“Every poet who took to writing lyrics had to accept the medium. But Sahir Ludhinavi and perhaps, Pandit Pradeep, were poets whom the medium accepted on their own terms. Their poetry remained intact in the lyrics. DN Madhok (in the early ’50s) brought in folk imagery and dehati (rustic) dialect like Jab tum hi chale pardes laga kar thes (Rattan). Kedar Sharma was also part of this period. But Sahir became a milestone. He broke the rhyme mould like ‘pardes’ and ‘thes’ and brought in an Urdu flavour to lyrics. He brought in fresh phrases – like Pedon ke shaakhon pe soyee soyee chaandni… (Jaal).
Majrooh Sultanpuri had accepted the medium and spoke in aam guftagoo (conversational language). Shailendra was a blessing for Hindi cinema. He could say something profound in a light-hearted way. But Sahir brought in a touch of maturity – Chalo ek bar phir se ajnabee ban jaaye (Gumraah). He got involved with the subject, felt the situation and conveyed it in his words. Like the songs Suno gajar kya gaaye (Baazi), Jinhe naaz hai Hind pe woh kahan hai and Jaane woh kaise log (both Pyaasa). His lines were loaded with meaning, like rain-bearing clouds. His lyrics had musicality. The choice of words was unique.
Sahir brought dignity to every lyricist with great vengeance. He was the first one to argue that when the film’s name, the music director’s name and the singer’s name is mentioned on the records why not the songwriter’s name? It’s because of his insistence that Vividh Bharati started mentioning the lyricist’s name. He demanded a rupee more than the music director. He worked with Ravi and N Dutta, struggling young composers then, and said, ‘If my writing has power, the song will work’.
He used to live at Four Bungalows, then a very remote area where no buses plied. He was one of the earliest lyricists who had a Morris car. He stayed on the first floor of the bungalow, storywriter Kishan Chandra on the ground floor and I lived in the outhouse with my friends, paying Rs 20 as rent. We were only too happy to be in the company of Sahir.
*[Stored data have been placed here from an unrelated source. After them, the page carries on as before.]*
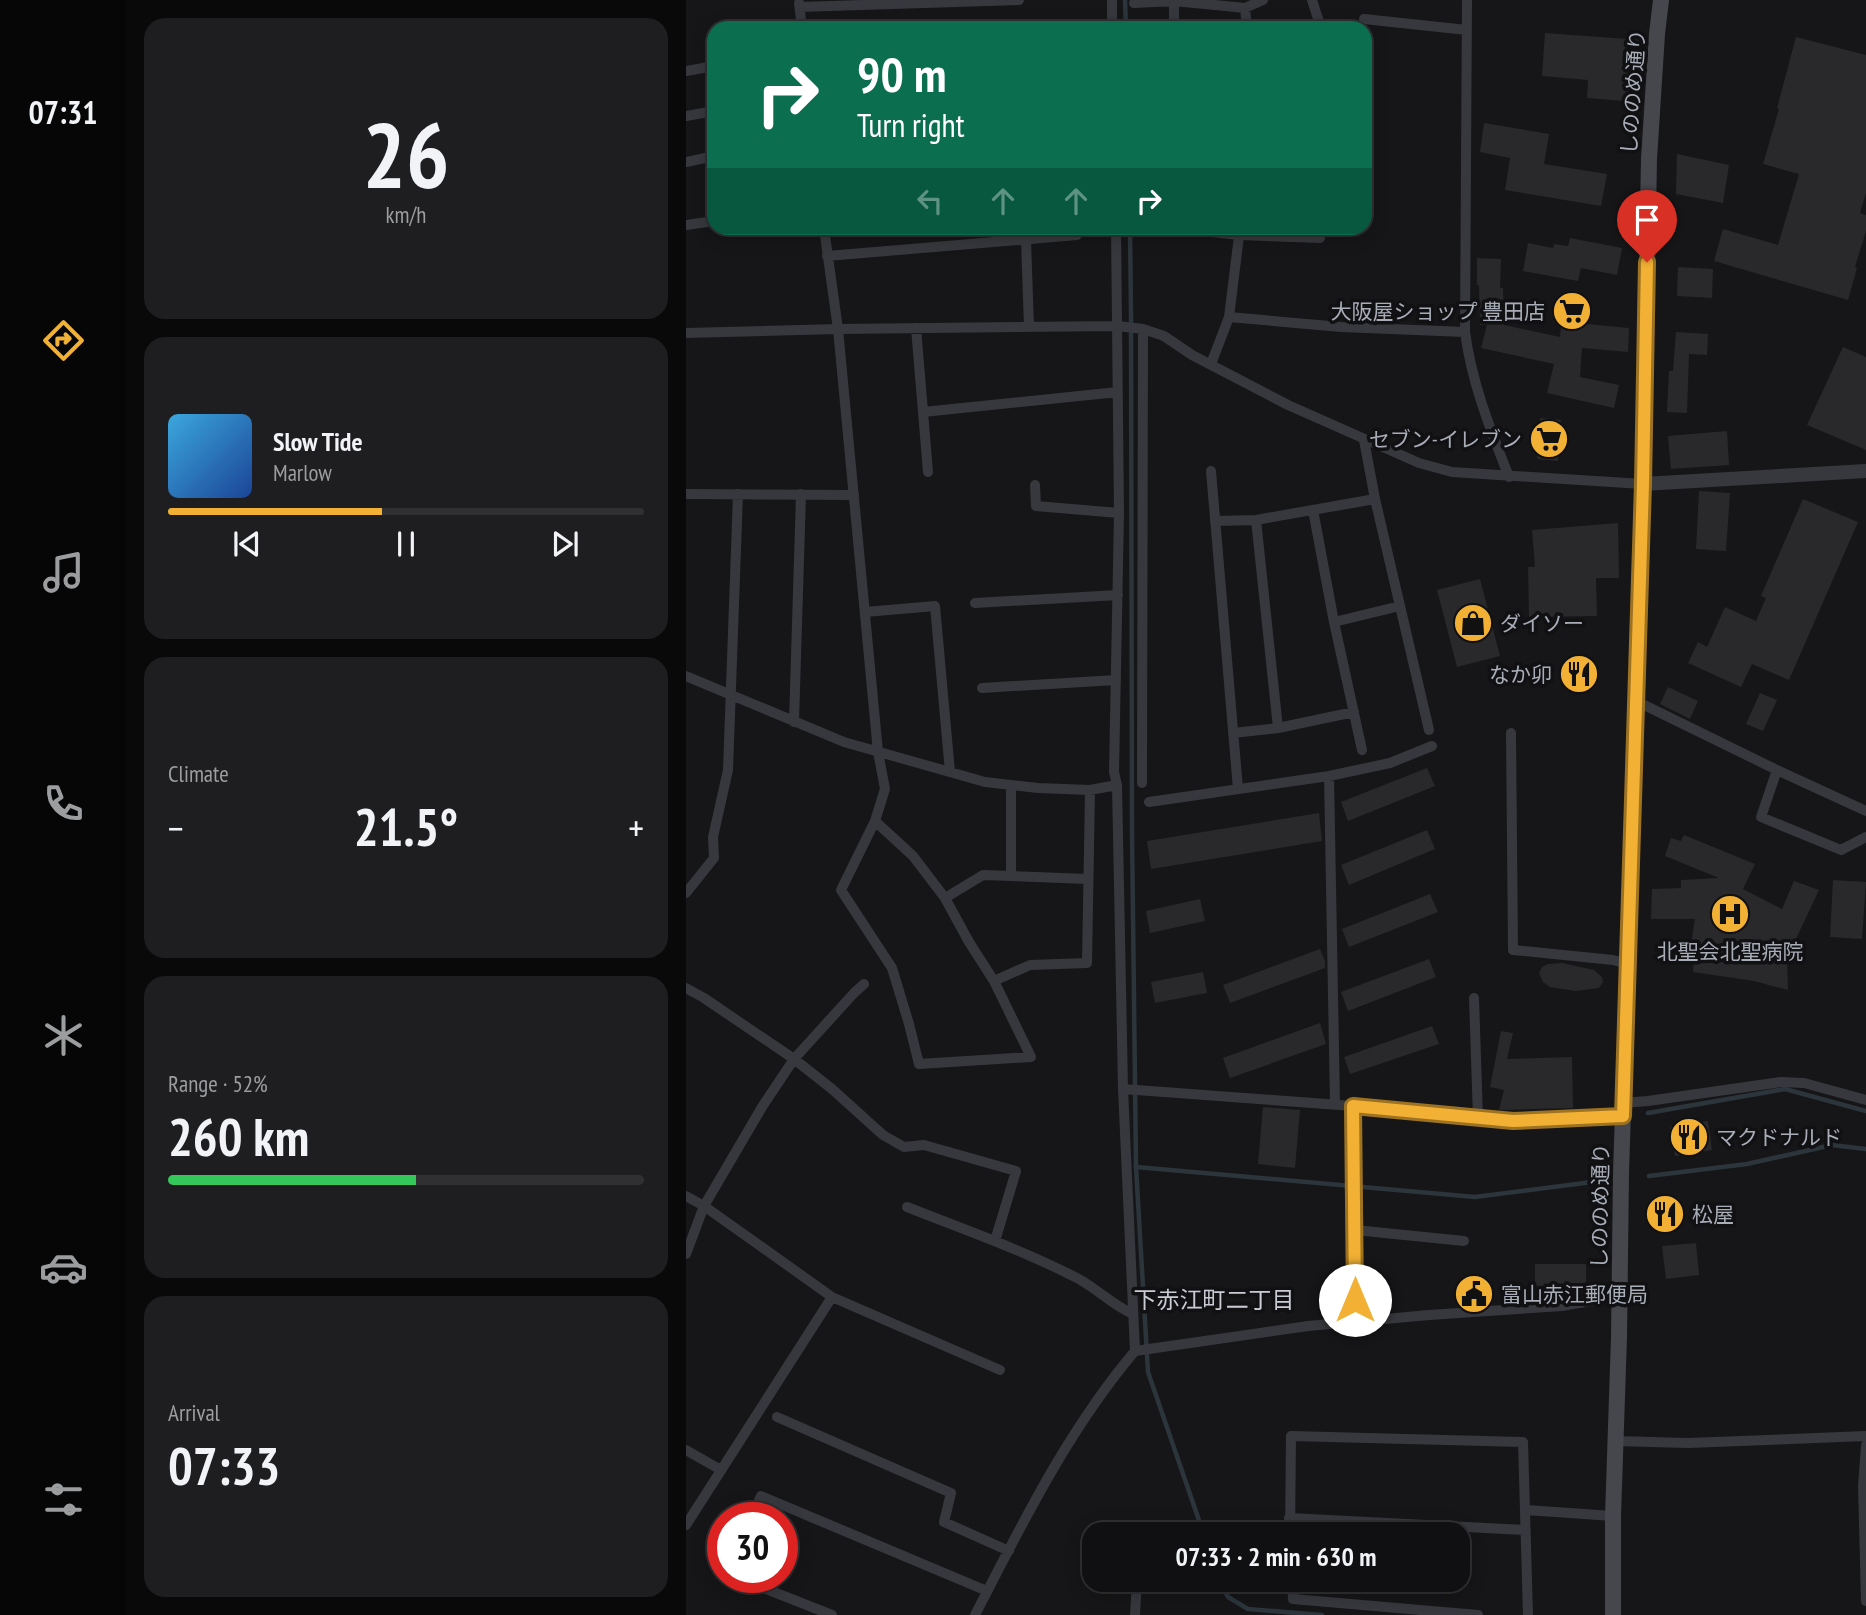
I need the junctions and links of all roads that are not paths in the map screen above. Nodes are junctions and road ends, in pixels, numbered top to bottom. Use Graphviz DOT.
graph roads {
  1 [pos="1019,0"];
  2 [pos="1112,0"];
  3 [pos="1263,0"];
  4 [pos="1312,0"];
  5 [pos="1467,0"];
  6 [pos="1661,0"];
  7 [pos="1174,1"];
  8 [pos="1135,3"];
  9 [pos="799,4"];
  10 [pos="1245,8"];
  11 [pos="1364,19"];
  12 [pos="1112,21"];
  13 [pos="1174,21"];
  14 [pos="1246,21"];
  15 [pos="1320,21"];
  16 [pos="1467,30"];
  17 [pos="707,67"];
  18 [pos="686,71"];
  19 [pos="707,112"];
  20 [pos="686,116"];
  21 [pos="707,158"];
  22 [pos="686,162"];
  23 [pos="707,222"];
  24 [pos="686,225"];
  25 [pos="825,235"];
  26 [pos="1077,235"];
  27 [pos="1116,235"];
  28 [pos="1239,235"];
  29 [pos="1285,235"];
  30 [pos="1320,235"];
  31 [pos="1026,240"];
  32 [pos="827,256"];
  33 [pos="1229,317"];
  34 [pos="1121,326"];
  35 [pos="1029,327"];
  36 [pos="916,328"];
  37 [pos="838,329"];
  38 [pos="1141,329"];
  39 [pos="1465,332"];
  40 [pos="686,333"];
  41 [pos="1211,364"];
  42 [pos="1118,392"];
  43 [pos="923,412"];
  44 [pos="1364,439"];
  45 [pos="1211,471"];
  46 [pos="1866,471"];
  47 [pos="928,472"];
  48 [pos="1509,477"];
  49 [pos="1643,484"];
  50 [pos="1035,485"];
  51 [pos="686,494"];
  52 [pos="738,494"];
  53 [pos="802,494"];
  54 [pos="854,495"];
  55 [pos="1375,499"];
  56 [pos="1313,510"];
  57 [pos="1119,513"];
  58 [pos="1256,520"];
  59 [pos="1215,521"];
  60 [pos="1118,595"];
  61 [pos="975,603"];
  62 [pos="1400,606"];
  63 [pos="865,612"];
  64 [pos="1334,622"];
  65 [pos="686,676"];
  66 [pos="1116,680"];
  67 [pos="982,688"];
  68 [pos="731,695"];
  69 [pos="1636,701"];
  70 [pos="1354,712"];
  71 [pos="794,722"];
  72 [pos="1278,728"];
  73 [pos="1429,730"];
  74 [pos="1233,733"];
  75 [pos="1511,733"];
  76 [pos="1432,746"];
  77 [pos="1362,750"];
  78 [pos="878,752"];
  79 [pos="1777,770"];
  80 [pos="950,772"];
  81 [pos="1329,776"];
  82 [pos="1142,783"];
  83 [pos="1011,785"];
  84 [pos="1117,785"];
  85 [pos="1238,789"];
  86 [pos="1090,790"];
  87 [pos="1149,802"];
  88 [pos="1866,811"];
  89 [pos="875,821"];
  90 [pos="1866,837"];
  91 [pos="1011,876"];
  92 [pos="1088,879"];
  93 [pos="686,893"];
  94 [pos="945,898"];
  95 [pos="1628,964"];
  96 [pos="994,981"];
  97 [pos="864,984"];
  98 [pos="686,988"];
  99 [pos="1474,998"];
  100 [pos="794,1059"];
  101 [pos="1125,1089"];
  102 [pos="1866,1100"];
  103 [pos="1335,1104"];
  104 [pos="1353,1106"];
  105 [pos="1623,1110"];
  106 [pos="1478,1118"];
  107 [pos="686,1196"];
  108 [pos="704,1206"];
  109 [pos="907,1207"];
  110 [pos="1355,1230"];
  111 [pos="995,1241"];
  112 [pos="1464,1241"];
  113 [pos="686,1254"];
  114 [pos="832,1297"];
  115 [pos="1619,1297"];
  116 [pos="1133,1314"];
  117 [pos="1355,1323"];
  118 [pos="1138,1351"];
  119 [pos="1000,1370"];
  120 [pos="777,1417"];
  121 [pos="1866,1436"];
  122 [pos="1615,1441"];
  123 [pos="1866,1445"];
  124 [pos="686,1450"];
  125 [pos="721,1470"];
  126 [pos="758,1502"];
  127 [pos="775,1502"];
  128 [pos="1526,1510"];
  129 [pos="798,1512"];
  130 [pos="1613,1516"];
  131 [pos="1289,1518"];
  132 [pos="1289,1522"];
  133 [pos="686,1525"];
  134 [pos="1525,1530"];
  135 [pos="1009,1551"];
  136 [pos="987,1591"];
  137 [pos="1137,1592"];
  138 [pos="1293,1592"];
  139 [pos="776,1593"];
  140 [pos="1866,1601"];
  141 [pos="832,1615"];
  142 [pos="975,1615"];
  143 [pos="1135,1615"];
  144 [pos="1478,1615"];
  145 [pos="1528,1615"];
  146 [pos="1613,1615"];
  1 -- 9 [label="street"];
  2 -- 12 [label="street"];
  3 -- 10 [label="street"];
  4 -- 15 [label="street"];
  5 -- 16 [label="street"];
  6 -- 49 [label="main road, しののめ通り"];
  7 -- 8 [label="street"];
  7 -- 10 [label="street"];
  7 -- 13 [label="street"];
  10 -- 14 [label="street"];
  11 -- 16 [label="street"];
  16 -- 39 [label="street"];
  17 -- 18 [label="street"];
  19 -- 20 [label="street"];
  21 -- 22 [label="street"];
  23 -- 24 [label="street"];
  25 -- 32 [label="street"];
  26 -- 31 [label="street"];
  27 -- 34 [label="street"];
  28 -- 33 [label="street"];
  29 -- 30 [label="street"];
  31 -- 32 [label="street"];
  31 -- 35 [label="street"];
  32 -- 37 [label="street"];
  33 -- 39 [label="street"];
  33 -- 41 [label="street"];
  34 -- 35 [label="street"];
  34 -- 38 [label="street"];
  34 -- 42 [label="street"];
  35 -- 36 [label="street"];
  36 -- 37 [label="street"];
  36 -- 43 [label="street"];
  37 -- 40 [label="street"];
  37 -- 54 [label="street"];
  38 -- 41 [label="street"];
  38 -- 82 [label="street"];
  39 -- 48 [label="street"];
  41 -- 44 [label="street"];
  42 -- 43 [label="street"];
  42 -- 57 [label="street"];
  43 -- 47 [label="street"];
  44 -- 48 [label="street"];
  44 -- 55 [label="street"];
  45 -- 59 [label="street"];
  46 -- 49 [label="street"];
  48 -- 49 [label="street"];
  49 -- 69 [label="main road, しののめ通り"];
  50 -- 57 [label="street"];
  51 -- 52 [label="street"];
  52 -- 53 [label="street"];
  52 -- 68 [label="street"];
  53 -- 54 [label="street"];
  53 -- 71 [label="street"];
  54 -- 63 [label="street"];
  55 -- 56 [label="street"];
  55 -- 62 [label="street"];
  56 -- 58 [label="street"];
  56 -- 64 [label="street"];
  57 -- 60 [label="street"];
  58 -- 59 [label="street"];
  58 -- 72 [label="street"];
  59 -- 74 [label="street"];
  60 -- 61 [label="street"];
  60 -- 66 [label="street"];
  62 -- 64 [label="street"];
  62 -- 73 [label="street"];
  63 -- 78 [label="street"];
  63 -- 80 [label="street"];
  64 -- 70 [label="street"];
  65 -- 68 [label="street"];
  66 -- 67 [label="street"];
  66 -- 84 [label="street"];
  68 -- 71 [label="street"];
  68 -- 93 [label="street"];
  69 -- 79 [label="street"];
  69 -- 95 [label="main road, しののめ通り"];
  70 -- 72 [label="street"];
  70 -- 77 [label="street"];
  71 -- 78 [label="street"];
  72 -- 74 [label="street"];
  74 -- 85 [label="street"];
  75 -- 95 [label="street"];
  76 -- 81 [label="street"];
  78 -- 80 [label="street"];
  78 -- 89 [label="street"];
  79 -- 88 [label="street"];
  79 -- 90 [label="street"];
  80 -- 83 [label="street"];
  81 -- 85 [label="street"];
  81 -- 103 [label="street"];
  83 -- 86 [label="street"];
  83 -- 91 [label="street"];
  84 -- 86 [label="street"];
  84 -- 101 [label="street"];
  85 -- 87 [label="street"];
  86 -- 92 [label="street"];
  89 -- 94 [label="street"];
  89 -- 96 [label="street"];
  91 -- 92 [label="street"];
  91 -- 94 [label="street"];
  92 -- 96 [label="street"];
  94 -- 96 [label="street"];
  95 -- 105 [label="main road, しののめ通り"];
  97 -- 100 [label="street"];
  98 -- 100 [label="street"];
  99 -- 106 [label="street"];
  100 -- 108 [label="street"];
  100 -- 111 [label="street"];
  101 -- 103 [label="street"];
  101 -- 116 [label="street"];
  102 -- 105 [label="street"];
  103 -- 104 [label="street"];
  104 -- 106 [label="street"];
  104 -- 110 [label="street"];
  105 -- 106 [label="street"];
  105 -- 115 [label="main road, しののめ通り"];
  107 -- 108 [label="street"];
  108 -- 113 [label="street"];
  108 -- 114 [label="street"];
  109 -- 111 [label="street"];
  110 -- 112 [label="street"];
  110 -- 117 [label="street"];
  111 -- 116 [label="street"];
  114 -- 119 [label="street"];
  114 -- 125 [label="street"];
  115 -- 117 [label="street"];
  115 -- 122 [label="main road, しののめ通り"];
  116 -- 118 [label="street"];
  117 -- 118 [label="street"];
  118 -- 135 [label="street"];
  120 -- 135 [label="street"];
  121 -- 122 [label="street"];
  122 -- 130 [label="main road, しののめ通り"];
  123 -- 140 [label="street"];
  124 -- 125 [label="street"];
  125 -- 133 [label="street"];
  126 -- 127 [label="street"];
  128 -- 130 [label="street"];
  128 -- 131 [label="street"];
  128 -- 134 [label="street"];
  129 -- 136 [label="street"];
  130 -- 146 [label="main road, しののめ通り"];
  131 -- 132 [label="street"];
  131 -- 134 [label="street"];
  134 -- 145 [label="street"];
  135 -- 136 [label="street"];
  136 -- 142 [label="street"];
  137 -- 143 [label="street"];
  138 -- 144 [label="street"];
  139 -- 141 [label="street"];
}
He was a tall man and whenever I’d share a sher (couplet) with him, he’d put his hands on my shoulders and say, ‘If I were to judge your poetry according to my age and maturity it would be unfair’. But he’d say, ‘Talaffuz (pronunciation) sahi rakho. Talaffuz se hi Punjabiyon ke wazan bigad jaate hain (Punjabis tend to lose their impact with a wrong Urdu accent)’. Being from Ludhiana he spoke in Punjabi. But when he spoke Urdu, it was chaste.
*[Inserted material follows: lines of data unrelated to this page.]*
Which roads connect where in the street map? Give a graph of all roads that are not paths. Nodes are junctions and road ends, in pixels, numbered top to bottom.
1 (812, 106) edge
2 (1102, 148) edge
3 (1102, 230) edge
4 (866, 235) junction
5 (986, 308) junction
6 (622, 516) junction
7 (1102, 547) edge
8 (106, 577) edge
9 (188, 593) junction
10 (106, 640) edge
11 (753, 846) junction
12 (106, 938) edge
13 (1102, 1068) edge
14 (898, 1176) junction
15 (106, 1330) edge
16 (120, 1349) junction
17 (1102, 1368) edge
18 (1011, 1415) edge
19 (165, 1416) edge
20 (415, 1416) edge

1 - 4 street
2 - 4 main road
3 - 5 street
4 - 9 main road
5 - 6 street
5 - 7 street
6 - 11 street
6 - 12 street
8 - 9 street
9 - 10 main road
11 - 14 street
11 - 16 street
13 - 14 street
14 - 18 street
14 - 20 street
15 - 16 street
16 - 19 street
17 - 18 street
There was romanticism in his poetry. His anti-war poem Parchhaiyan spoke of reality but was full of romance. The lover tells his beloved, ‘Tujhse milna khushi ki baat hi sahi, tujhkar milkar udaas rehta hoon’. Or like the Taj Mahal nazm, ‘Mere mehboob kahin aur mila kar mujh se’ where he accuses Emperor Shahjahan for mocking a commoner’s love.
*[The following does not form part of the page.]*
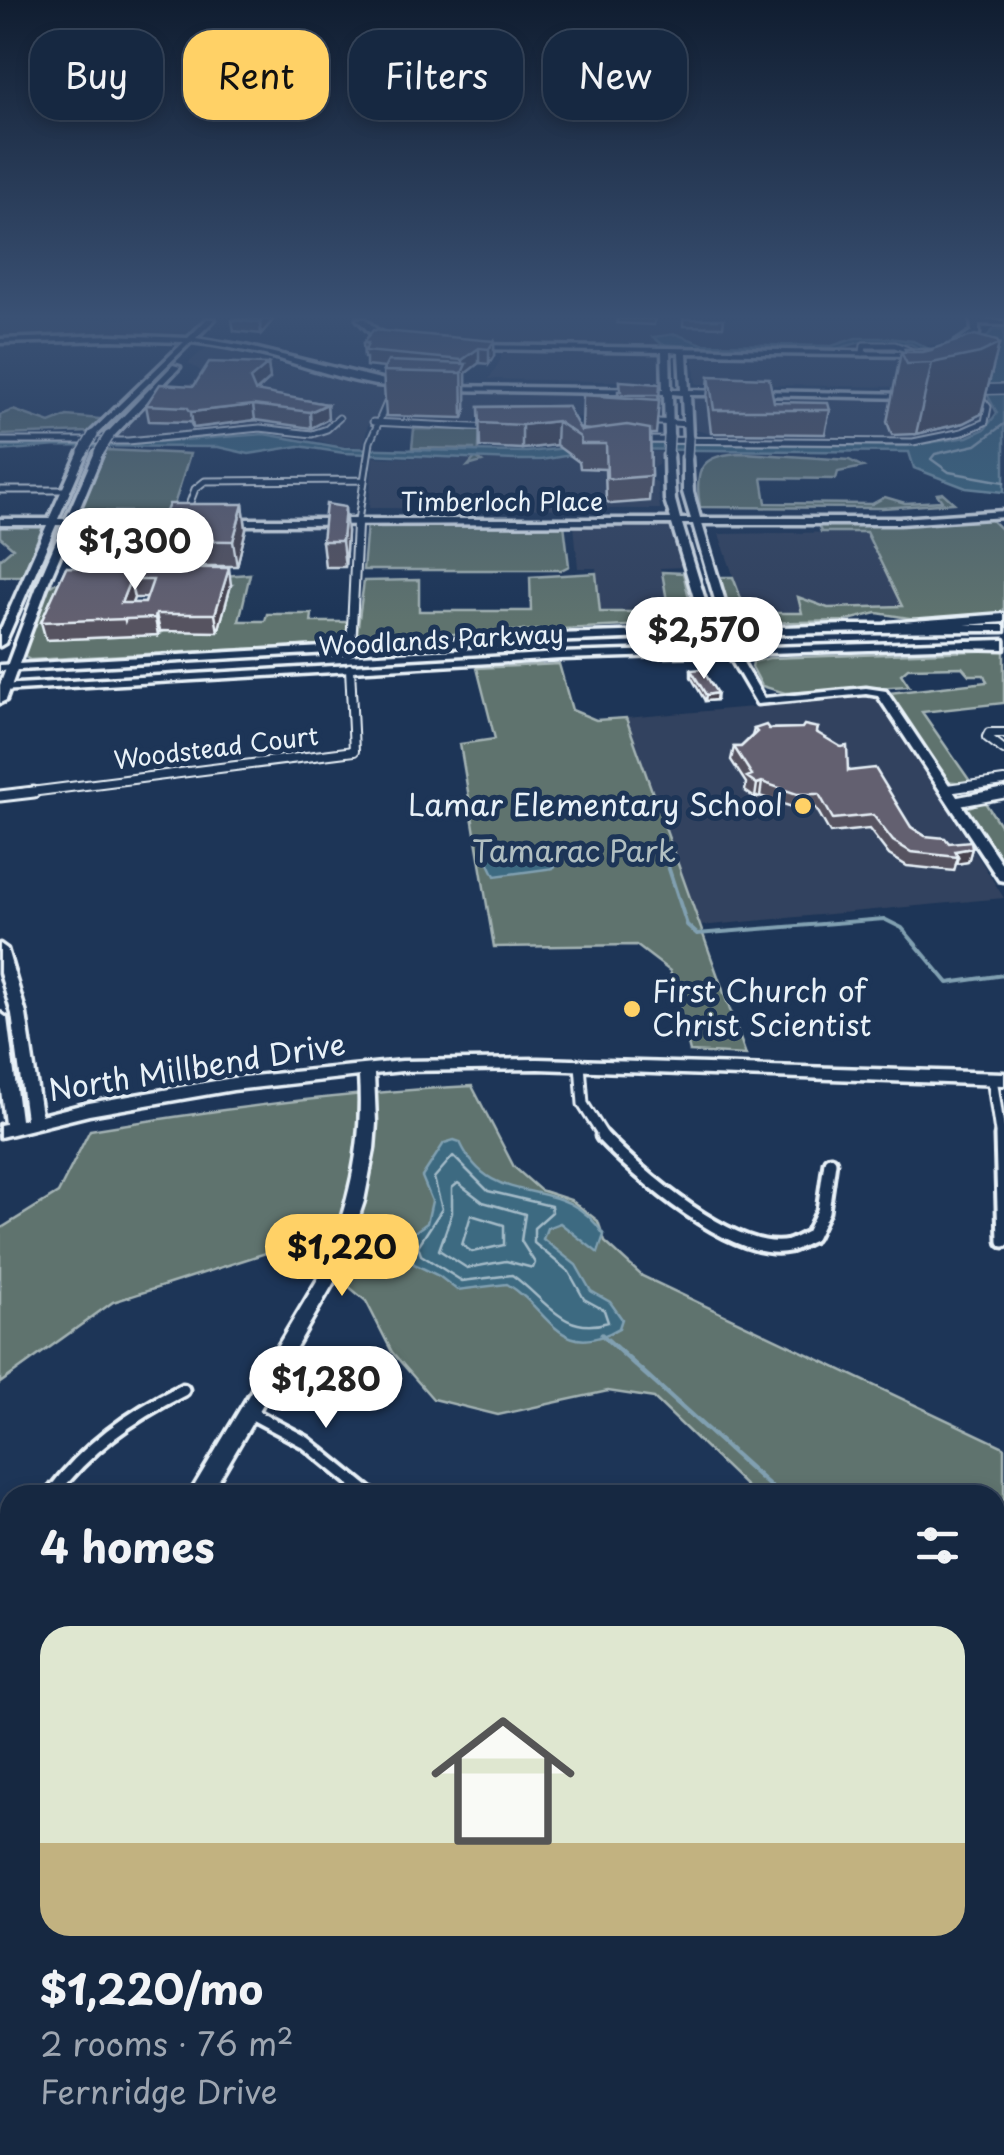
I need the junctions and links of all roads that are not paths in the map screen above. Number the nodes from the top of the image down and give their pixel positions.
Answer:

The spirituality is distinct in the lines Rang pe kisne pehre dale… man re tu kahe na dheer dhare (Chitralekha). Even Hindi writers are not able to write so beautifully. And who can miss the idealism in Insanon ki izzat jab jhoote sikkon mein na toli jaayegi (Phir Subah Hogi)! Yes, he may have written Main pal do pal ka shayar hoon (Kabhi Kabhie) but for us he’s har pal ka shayar.